Sunrise

Sunrise
Sunrise, Murnau (1927)

June 19, 2024 at 10:46 AM

Feel quite split within. Part of me wants to commit to privacy and introversion for the rest of my life; another part wants to be read and consumed. It’s agony. Anyways, yesterday we watched Murnau’s Sunrise. There is a moment in the film when the rural couple takes the tram into the city, and they get lost in the blaring, bustling streets. It’s a terrifying scene, and I empathize with the way these people must have felt during the great migrations from the countryside to urban centers (that is the story of my grandparents when they moved to Mexico City, I’d like to write about this). I feel in a similar way regarding the totalitarian rule of the screen. Nowadays I experience as much confusion, thunder, roar, and slaving business regarding the screen and the digital realm, as my ancestors did in the midst of those early modern cities.

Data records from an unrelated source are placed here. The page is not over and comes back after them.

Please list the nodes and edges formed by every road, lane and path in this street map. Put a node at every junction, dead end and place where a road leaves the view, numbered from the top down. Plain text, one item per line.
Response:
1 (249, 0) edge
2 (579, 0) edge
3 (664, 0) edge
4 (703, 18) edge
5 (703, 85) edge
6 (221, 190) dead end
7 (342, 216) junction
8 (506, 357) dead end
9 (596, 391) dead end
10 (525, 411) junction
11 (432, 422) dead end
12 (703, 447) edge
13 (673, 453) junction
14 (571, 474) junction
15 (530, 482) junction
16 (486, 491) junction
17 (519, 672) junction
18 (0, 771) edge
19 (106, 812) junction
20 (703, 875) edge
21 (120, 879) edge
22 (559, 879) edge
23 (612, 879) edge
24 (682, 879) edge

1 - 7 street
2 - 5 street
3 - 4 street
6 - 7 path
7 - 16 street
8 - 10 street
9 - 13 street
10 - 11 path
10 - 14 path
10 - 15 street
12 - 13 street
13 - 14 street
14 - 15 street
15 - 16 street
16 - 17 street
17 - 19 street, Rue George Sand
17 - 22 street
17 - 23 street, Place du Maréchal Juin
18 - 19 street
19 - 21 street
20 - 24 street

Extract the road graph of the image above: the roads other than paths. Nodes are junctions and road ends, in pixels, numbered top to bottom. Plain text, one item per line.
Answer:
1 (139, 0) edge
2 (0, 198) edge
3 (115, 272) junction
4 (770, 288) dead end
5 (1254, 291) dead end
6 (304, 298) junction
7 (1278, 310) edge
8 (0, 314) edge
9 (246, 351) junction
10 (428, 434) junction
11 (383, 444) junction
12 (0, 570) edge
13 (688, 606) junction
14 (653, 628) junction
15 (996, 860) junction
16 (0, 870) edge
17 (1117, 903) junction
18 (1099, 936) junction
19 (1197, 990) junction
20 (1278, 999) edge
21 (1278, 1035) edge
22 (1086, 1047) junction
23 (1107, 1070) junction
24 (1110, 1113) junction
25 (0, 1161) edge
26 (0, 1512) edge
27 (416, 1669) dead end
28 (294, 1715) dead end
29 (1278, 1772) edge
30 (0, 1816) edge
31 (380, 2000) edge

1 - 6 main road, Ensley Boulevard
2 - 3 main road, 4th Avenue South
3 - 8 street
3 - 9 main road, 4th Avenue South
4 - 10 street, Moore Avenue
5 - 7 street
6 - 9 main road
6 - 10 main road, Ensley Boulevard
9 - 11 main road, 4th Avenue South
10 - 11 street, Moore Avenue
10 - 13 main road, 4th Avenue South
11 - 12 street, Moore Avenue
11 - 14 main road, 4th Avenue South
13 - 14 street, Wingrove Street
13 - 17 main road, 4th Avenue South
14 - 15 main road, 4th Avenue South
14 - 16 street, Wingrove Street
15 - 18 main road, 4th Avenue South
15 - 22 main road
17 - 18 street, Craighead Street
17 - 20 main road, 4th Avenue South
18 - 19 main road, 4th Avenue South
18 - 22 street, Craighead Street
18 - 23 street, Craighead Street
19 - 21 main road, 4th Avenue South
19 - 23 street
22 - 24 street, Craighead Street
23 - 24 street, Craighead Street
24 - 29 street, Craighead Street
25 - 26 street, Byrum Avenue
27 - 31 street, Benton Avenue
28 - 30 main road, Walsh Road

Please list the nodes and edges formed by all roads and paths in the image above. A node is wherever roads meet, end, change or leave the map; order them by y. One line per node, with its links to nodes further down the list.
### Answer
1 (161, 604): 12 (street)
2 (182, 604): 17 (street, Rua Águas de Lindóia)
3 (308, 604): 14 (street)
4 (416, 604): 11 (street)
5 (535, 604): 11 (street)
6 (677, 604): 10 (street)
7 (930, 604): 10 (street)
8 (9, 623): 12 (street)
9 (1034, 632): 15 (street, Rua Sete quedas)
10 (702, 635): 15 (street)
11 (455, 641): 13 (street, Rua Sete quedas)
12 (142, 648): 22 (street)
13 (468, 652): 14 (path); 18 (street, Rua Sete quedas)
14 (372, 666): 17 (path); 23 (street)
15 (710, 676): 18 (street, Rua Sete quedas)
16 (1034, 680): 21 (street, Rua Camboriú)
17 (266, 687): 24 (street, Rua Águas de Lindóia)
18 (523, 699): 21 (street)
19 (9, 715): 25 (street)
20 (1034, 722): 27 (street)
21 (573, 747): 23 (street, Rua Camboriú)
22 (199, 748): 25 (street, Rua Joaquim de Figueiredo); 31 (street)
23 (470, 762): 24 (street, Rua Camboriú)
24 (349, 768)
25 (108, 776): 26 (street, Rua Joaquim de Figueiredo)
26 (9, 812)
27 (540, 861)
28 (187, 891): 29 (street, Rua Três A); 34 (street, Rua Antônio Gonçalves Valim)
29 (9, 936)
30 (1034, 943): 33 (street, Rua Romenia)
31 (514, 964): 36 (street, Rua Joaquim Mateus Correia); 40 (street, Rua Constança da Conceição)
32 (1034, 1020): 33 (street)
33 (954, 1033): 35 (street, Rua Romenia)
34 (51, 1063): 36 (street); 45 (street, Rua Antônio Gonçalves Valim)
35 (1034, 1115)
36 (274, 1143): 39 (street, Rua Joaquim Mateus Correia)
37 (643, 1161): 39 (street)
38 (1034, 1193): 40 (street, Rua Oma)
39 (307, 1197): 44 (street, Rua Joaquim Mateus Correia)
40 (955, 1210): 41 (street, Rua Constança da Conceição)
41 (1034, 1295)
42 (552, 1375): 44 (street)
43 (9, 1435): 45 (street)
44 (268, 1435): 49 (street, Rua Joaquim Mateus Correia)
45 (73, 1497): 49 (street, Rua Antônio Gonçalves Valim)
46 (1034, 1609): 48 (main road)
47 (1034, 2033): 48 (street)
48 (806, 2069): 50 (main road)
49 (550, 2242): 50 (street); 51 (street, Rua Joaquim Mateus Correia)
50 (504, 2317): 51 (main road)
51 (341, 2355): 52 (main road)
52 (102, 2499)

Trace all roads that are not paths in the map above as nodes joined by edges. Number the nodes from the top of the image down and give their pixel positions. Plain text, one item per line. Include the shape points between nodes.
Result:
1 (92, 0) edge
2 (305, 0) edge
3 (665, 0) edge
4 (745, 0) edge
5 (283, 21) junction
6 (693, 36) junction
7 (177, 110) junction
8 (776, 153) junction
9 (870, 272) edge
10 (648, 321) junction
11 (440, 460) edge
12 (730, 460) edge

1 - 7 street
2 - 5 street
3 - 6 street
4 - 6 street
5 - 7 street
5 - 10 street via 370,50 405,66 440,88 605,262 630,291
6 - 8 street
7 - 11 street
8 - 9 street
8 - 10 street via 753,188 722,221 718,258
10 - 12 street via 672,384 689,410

But there is a magnificent moment in Sunrise when the couple hold and kiss each other in the middle of the road. Their image is superimposed: all the cars go by them, go through them. They seem imperishable. Murnau tells us there is much amusing about the farce of modernity. Ultimately he rejects it, and the ethics he charts for his characters is simply a devotion to love. To love, to love, to love. That is all there is to do. And what a radical kind of love we’re capable of undertaking in the twenty-fist century. Because of the growing integration of human societies, we are aware of how much we depend on each other to survive. The struggle of indigenous people for their land signifies the very struggle for my Earth. It’s such an astonishing and passionate love that comes from knowing that if an oil pipeline is allowed to go through unceded indigenous territory, then that action also directly threatens the life of my unborn child. This special and vital solidarity binds the entire world together, and represents a unique dawn amid the darkness of our age.